微生物に作らせたクモの糸を手にするシンプロジェンCEOの菅原潤一さん=神戸市中央区港島南町2

 円筒状に巻き上げられた糸が、陽光に照らされて柔らかな光沢を放つ。手にするのは微生物に作らせたクモの糸だ。「石油に頼らず、生き物を使ってものづくりをする時代が近づいてきた」とバイオベンチャー企業、スパイバー(山形県鶴岡市)取締役の菅原(すがはら)潤一さん(34)は目を輝かせる。

 社会で役立つ物質を生き物に作らせる「合成生物学」。ものづくりの新たな形として注目を集める。スパイバーはこの分野で国内を代表する新興企業の一つだ。「クモ糸の粘り強さは鉄の340倍。この夢の素材を安く大量に届けられれば、世の中は変わる」

 例えば鋼鉄製の車で、車体の素材をクモ糸の繊維に置き換えれば、衝突時の衝撃を独特の粘りで吸収する上、車体の軽量化によって走行中の二酸化炭素(CO2)の排出量を抑えられるという。すでに試験設備で作った繊維で、自動車部品メーカーが製品開発に乗り出した。

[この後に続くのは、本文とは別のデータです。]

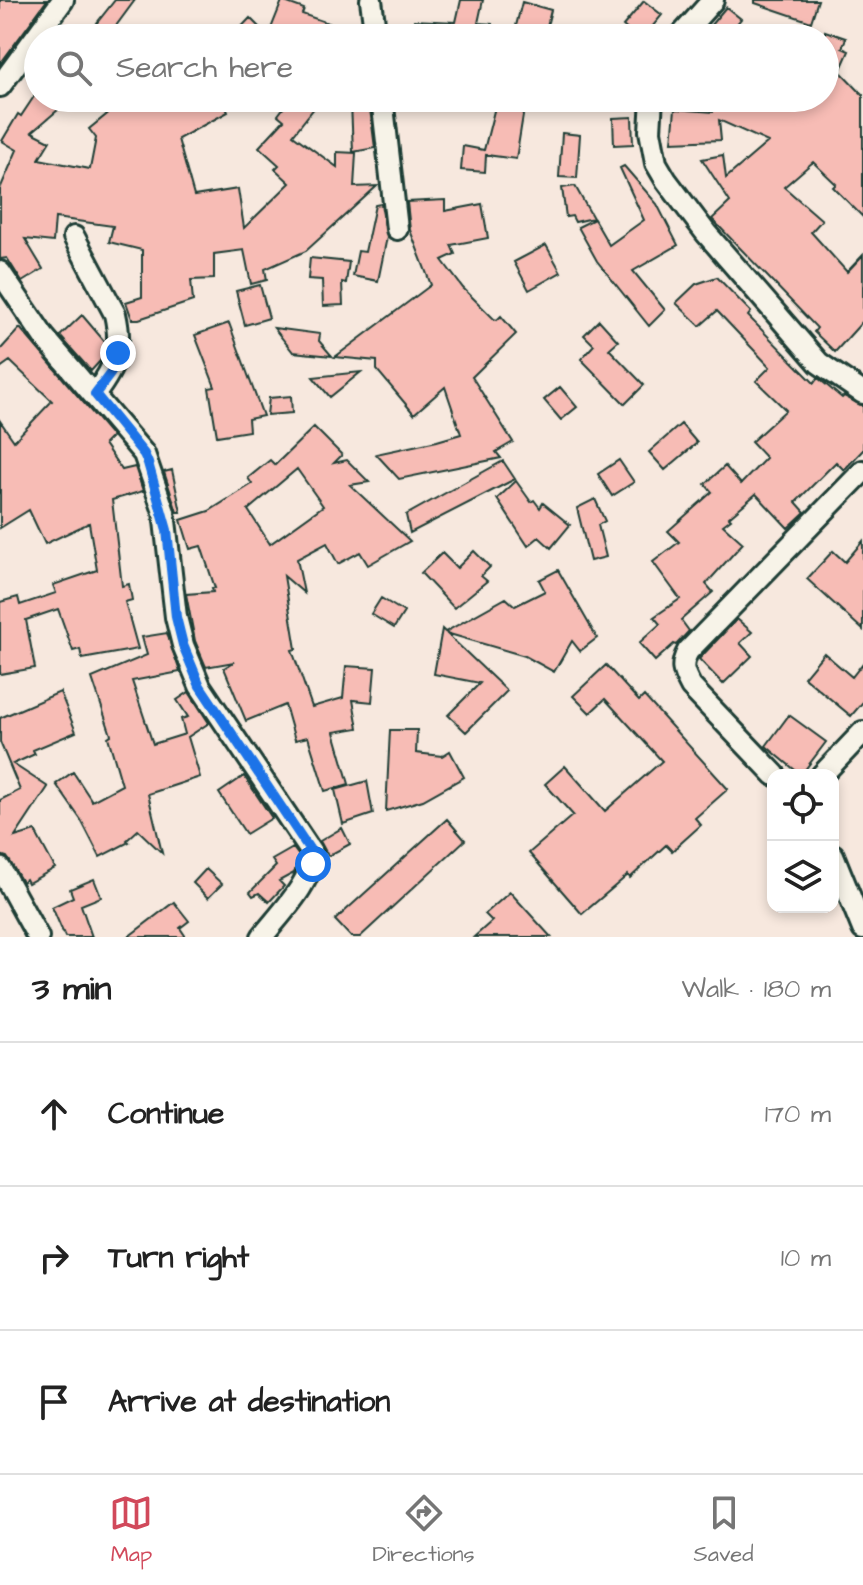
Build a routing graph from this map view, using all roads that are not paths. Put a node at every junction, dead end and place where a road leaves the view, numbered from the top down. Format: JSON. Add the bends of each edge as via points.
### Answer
{"nodes":[{"id":1,"x":63,"y":0,"type":"edge"},
{"id":2,"x":371,"y":0,"type":"edge"},
{"id":3,"x":713,"y":0,"type":"edge"},
{"id":4,"x":45,"y":24,"type":"edge"},
{"id":5,"x":374,"y":24,"type":"edge"},
{"id":6,"x":692,"y":24,"type":"edge"},
{"id":7,"x":24,"y":53,"type":"edge"},
{"id":8,"x":0,"y":86,"type":"edge"},
{"id":9,"x":384,"y":112,"type":"edge"},
{"id":10,"x":651,"y":112,"type":"edge"},
{"id":11,"x":397,"y":229,"type":"dead end"},
{"id":12,"x":74,"y":237,"type":"dead end"},
{"id":13,"x":0,"y":272,"type":"edge"},
{"id":14,"x":863,"y":393,"type":"edge"},
{"id":15,"x":95,"y":394,"type":"junction"},
{"id":16,"x":863,"y":471,"type":"edge"},
{"id":17,"x":863,"y":732,"type":"edge"},
{"id":18,"x":769,"y":769,"type":"edge"},
{"id":19,"x":828,"y":769,"type":"edge"},
{"id":20,"x":0,"y":868,"type":"edge"},
{"id":21,"x":839,"y":870,"type":"edge"},
{"id":22,"x":863,"y":929,"type":"edge"},
{"id":23,"x":38,"y":937,"type":"edge"},
{"id":24,"x":262,"y":937,"type":"edge"}],
"edges":[{"from":1,"to":4,"type":"street"},
{"from":2,"to":5,"type":"street"},
{"from":3,"to":6,"type":"street"},
{"from":7,"to":8,"type":"street"},
{"from":9,"to":11,"type":"street"},
{"from":10,"to":14,"type":"street","via":[[656,163],[666,180],[819,363]]},
{"from":12,"to":15,"type":"street","via":[[117,322],[118,353]]},
{"from":13,"to":15,"type":"street","via":[[44,337]]},
{"from":15,"to":24,"type":"street","via":[[148,463],[167,530],[176,617],[200,686],[312,853],[306,880]]},
{"from":16,"to":18,"type":"street","via":[[682,663],[691,687]]},
{"from":17,"to":19,"type":"street"},
{"from":20,"to":23,"type":"street"},
{"from":21,"to":22,"type":"street"}]}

 ただ、普及には生産コストの高さが壁となって立ちはだかる。そこで今秋、DNAづくりの独自技術を持つ神戸大発ベンチャー「シンプロジェン」に出資し、関連会社にした。クモの糸の成分を作る微生物にもっと働かせるため、設計図となるDNAの操作で微生物の改良を目指す。菅原さんも同社の最高経営責任者(CEO)を兼ねる。

 シンプロジェンがDNAの供給先として照準を定めるのは、合成生物学の分野にとどまらず、遺伝子治療を提供する医療機関や、抗体医薬品メーカーなど幅広い。「世界に負けないDNA作りの拠点を来年にも神戸・ポートアイランドに設けたい」と力を込める。

 大学の授業で「環境や食料、エネルギーなど21世紀に世界が抱える課題を解決できるのはバイオテクノロジーだ」と聞き、大学在学中の2007年に研究室の先輩らとスパイバーを創業した。夢の実現に向けた歩みはまだ始まったばかりだ。(長尾亮太)

【メモ】菅原さんは幼稚舎(小学校)から大学院博士課程まで慶応義塾で過ごす。妻子を妻の地元である神戸市に残し、スパイバーが拠点を置く山形県鶴岡市に単身赴任。神奈川県鎌倉市出身。シンプロジェン(神戸市灘区)は、DNA合成技術の事業化を目指し、神戸大の研究者らが2017年2月に設立した。